Arpa Piemonte has been carrying out, for a long time, controls on clearable materials from nuclear power plants to verify compliance with clearance levels set by ISIN (Ispettorato Nazionale per la Sicurezza Nucleare e la Radioprotezione - National Inspectorate for Nuclear Safety and Radiation Protection) in the technical prescriptions attached to the Ministerial Decree decommissioning authorization or into category A source authorization (higher level of associated risk, according to the categorization defined in the Italian Legislative Decree No. 230/95). After the experience undertaken at the “FN” (Fabbricazioni Nucleari) Bosco Marengo nuclear installation, some controls have been conducted at the Trino nuclear power plant “E. Fermi,” “LivaNova” nuclear installation based in Saluggia, and “EUREX” (Enriched Uranium Extraction) nuclear installation, also based in Saluggia, according to modalities that envisage, as a final control, the determination of γ-emitting radionuclides through in situ gamma spectrometry measurements.
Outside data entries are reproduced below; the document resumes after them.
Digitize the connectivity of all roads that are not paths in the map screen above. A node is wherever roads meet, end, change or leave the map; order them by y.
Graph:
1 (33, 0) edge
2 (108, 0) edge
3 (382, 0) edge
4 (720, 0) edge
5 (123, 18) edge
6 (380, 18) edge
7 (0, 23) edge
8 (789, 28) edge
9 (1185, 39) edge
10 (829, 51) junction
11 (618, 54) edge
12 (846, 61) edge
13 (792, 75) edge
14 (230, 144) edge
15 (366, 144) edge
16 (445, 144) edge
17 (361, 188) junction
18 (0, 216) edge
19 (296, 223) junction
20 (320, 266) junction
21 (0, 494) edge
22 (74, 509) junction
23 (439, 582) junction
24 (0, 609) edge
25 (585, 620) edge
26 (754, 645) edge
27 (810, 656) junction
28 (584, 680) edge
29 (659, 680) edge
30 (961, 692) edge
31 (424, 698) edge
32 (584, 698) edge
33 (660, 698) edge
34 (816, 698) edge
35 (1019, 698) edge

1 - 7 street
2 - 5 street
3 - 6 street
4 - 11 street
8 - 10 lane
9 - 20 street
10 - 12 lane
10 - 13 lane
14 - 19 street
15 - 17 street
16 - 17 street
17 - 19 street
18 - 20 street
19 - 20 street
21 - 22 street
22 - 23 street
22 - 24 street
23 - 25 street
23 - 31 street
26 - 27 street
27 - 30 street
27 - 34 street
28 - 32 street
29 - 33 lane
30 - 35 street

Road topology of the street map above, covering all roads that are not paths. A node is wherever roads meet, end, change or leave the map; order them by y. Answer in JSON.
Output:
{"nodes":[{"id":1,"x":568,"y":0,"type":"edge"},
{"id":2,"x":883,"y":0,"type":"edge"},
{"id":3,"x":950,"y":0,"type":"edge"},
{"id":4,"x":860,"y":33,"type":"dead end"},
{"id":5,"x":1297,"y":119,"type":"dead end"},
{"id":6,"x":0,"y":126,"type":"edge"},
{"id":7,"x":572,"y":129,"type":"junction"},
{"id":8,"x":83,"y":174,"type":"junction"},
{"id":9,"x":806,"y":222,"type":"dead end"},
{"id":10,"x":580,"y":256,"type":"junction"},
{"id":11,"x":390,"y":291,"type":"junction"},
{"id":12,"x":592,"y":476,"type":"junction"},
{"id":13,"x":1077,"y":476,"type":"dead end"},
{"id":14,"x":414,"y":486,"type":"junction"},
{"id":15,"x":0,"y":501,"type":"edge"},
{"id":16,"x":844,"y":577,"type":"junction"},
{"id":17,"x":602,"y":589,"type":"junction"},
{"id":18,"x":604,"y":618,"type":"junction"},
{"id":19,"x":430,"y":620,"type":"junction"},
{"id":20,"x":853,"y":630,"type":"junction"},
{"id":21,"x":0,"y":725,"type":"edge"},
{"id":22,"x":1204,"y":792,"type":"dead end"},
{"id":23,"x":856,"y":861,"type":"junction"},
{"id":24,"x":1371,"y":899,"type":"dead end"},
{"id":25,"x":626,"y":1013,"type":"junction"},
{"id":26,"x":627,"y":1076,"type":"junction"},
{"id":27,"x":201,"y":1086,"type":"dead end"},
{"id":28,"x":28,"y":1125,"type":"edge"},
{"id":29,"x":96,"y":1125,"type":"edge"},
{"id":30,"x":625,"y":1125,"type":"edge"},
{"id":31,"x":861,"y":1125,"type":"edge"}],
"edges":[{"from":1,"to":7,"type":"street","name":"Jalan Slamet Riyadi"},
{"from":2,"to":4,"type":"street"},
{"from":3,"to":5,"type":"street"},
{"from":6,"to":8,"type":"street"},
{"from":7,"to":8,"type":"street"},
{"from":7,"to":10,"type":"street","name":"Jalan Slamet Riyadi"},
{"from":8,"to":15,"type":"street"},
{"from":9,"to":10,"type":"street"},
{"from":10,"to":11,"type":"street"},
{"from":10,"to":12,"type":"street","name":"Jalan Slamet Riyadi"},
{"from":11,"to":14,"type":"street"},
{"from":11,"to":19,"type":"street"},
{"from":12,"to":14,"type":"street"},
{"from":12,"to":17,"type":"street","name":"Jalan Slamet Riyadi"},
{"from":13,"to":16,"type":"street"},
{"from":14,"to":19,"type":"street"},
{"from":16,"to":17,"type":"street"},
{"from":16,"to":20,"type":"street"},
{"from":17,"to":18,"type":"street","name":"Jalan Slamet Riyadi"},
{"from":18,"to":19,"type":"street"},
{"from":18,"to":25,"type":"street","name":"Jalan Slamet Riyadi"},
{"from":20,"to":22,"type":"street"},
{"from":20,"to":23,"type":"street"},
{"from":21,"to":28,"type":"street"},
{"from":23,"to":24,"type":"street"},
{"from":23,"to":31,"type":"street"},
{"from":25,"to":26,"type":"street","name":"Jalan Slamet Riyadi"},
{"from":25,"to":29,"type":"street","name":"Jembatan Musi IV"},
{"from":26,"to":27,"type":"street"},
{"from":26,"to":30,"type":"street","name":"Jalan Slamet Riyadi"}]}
Clearance levels’ compliance verification should be performed for all radionuclides potentially present, including those that are not easily measurable (DTM, Difficult To Measure). It is therefore necessary to carry out upstream, based on a representative number of samples, those radionuclides’ determination in order to estimate scaling factors (SF), defined through the logarithmic average of the ratios between the i-th DTM radionuclide concentration and the related key nuclide. Specific radiochemistry is used for defining DTMs’ concentrations, such as Fe-55, Ni-59, Ni-63, Sr-90, Pu-238, and Pu-239/Pu-240. As a key nuclide, Co-60 was chosen for the activation products (Fe-55, Ni-59, Ni-63) and Cs-137 for fission products (Sr-90) and plutonium (Pu- 238, Pu-239/Pu-240, and Pu-241). The presence of very low radioactivity concentrations, often below the detection limits, can make it difficult to determine the related scaling factors. In this work, the results obtained and measurements’ acceptability criteria are presented, defined with ISIN, that can be used for confirming or excluding a radionuclide presence in the process of verifying clearance levels’ compliance. They are also exposed to evaluations regarding samples’ representativeness chosen for scaling factors’ assessment.